• DIRECTIONS
Would you filter these records and copy every line that has the word "canvas"?
:: RECORD SET ::
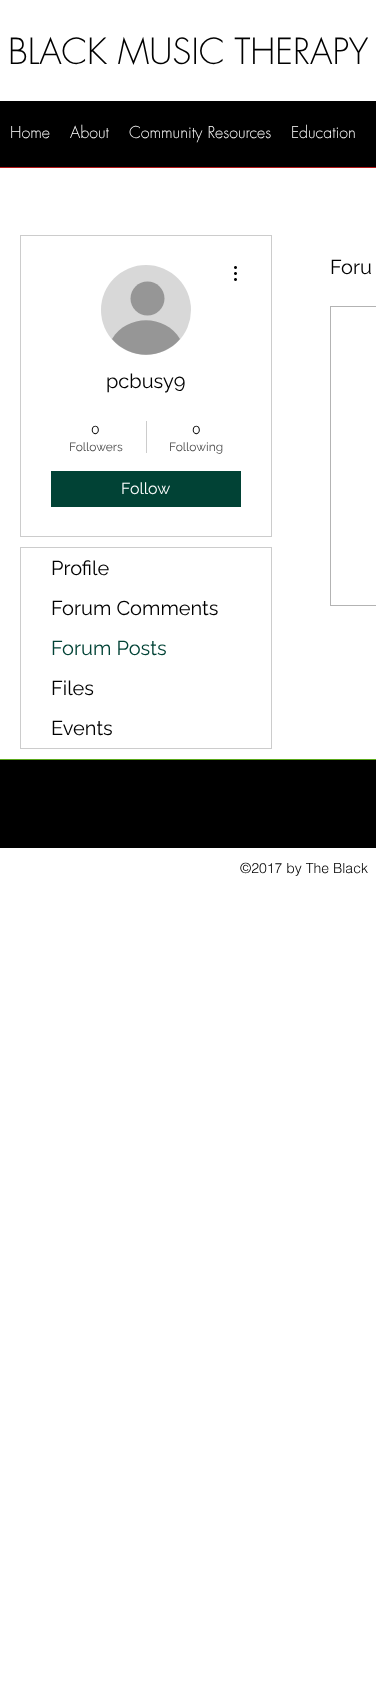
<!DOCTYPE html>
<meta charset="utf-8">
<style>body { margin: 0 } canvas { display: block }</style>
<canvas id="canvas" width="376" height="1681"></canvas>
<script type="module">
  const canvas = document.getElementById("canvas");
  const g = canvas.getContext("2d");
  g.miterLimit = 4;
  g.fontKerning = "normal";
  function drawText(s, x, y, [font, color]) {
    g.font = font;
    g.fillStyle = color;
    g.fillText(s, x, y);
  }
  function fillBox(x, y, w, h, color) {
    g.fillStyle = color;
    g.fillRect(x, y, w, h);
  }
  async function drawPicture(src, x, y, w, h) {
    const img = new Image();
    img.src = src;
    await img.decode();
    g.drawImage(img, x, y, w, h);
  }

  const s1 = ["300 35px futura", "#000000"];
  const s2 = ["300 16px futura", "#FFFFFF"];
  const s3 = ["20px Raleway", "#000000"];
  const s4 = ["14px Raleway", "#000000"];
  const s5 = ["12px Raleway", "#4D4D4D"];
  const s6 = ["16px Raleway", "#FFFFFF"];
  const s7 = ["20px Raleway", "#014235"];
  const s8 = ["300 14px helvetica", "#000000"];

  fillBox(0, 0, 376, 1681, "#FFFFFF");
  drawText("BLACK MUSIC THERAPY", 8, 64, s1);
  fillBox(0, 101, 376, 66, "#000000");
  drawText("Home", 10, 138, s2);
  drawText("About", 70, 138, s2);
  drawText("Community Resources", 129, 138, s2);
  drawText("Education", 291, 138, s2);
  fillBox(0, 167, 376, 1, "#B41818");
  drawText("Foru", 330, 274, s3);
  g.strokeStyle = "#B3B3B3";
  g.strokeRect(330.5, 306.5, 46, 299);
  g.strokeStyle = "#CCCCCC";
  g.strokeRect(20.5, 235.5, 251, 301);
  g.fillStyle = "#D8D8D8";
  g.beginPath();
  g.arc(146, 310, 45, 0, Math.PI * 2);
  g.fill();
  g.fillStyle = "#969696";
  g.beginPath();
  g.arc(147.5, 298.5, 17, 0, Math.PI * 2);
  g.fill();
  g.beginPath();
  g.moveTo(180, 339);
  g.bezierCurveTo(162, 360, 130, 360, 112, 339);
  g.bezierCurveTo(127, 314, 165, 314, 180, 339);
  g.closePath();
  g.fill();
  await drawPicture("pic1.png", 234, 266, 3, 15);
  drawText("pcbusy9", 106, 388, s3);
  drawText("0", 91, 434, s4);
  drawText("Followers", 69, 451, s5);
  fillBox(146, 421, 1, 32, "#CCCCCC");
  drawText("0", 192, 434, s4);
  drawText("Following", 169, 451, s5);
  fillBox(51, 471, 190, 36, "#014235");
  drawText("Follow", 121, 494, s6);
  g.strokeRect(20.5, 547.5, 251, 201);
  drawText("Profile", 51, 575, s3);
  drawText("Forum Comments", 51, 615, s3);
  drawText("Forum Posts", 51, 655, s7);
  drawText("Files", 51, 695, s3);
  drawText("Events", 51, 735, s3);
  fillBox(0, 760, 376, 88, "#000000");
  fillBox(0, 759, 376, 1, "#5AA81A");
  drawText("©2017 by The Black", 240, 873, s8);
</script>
:::
• ANSWER SECTION
<style>body { margin: 0 } canvas { display: block }</style>
<canvas id="canvas" width="376" height="1681"></canvas>
  const canvas = document.getElementById("canvas");
  const g = canvas.getContext("2d");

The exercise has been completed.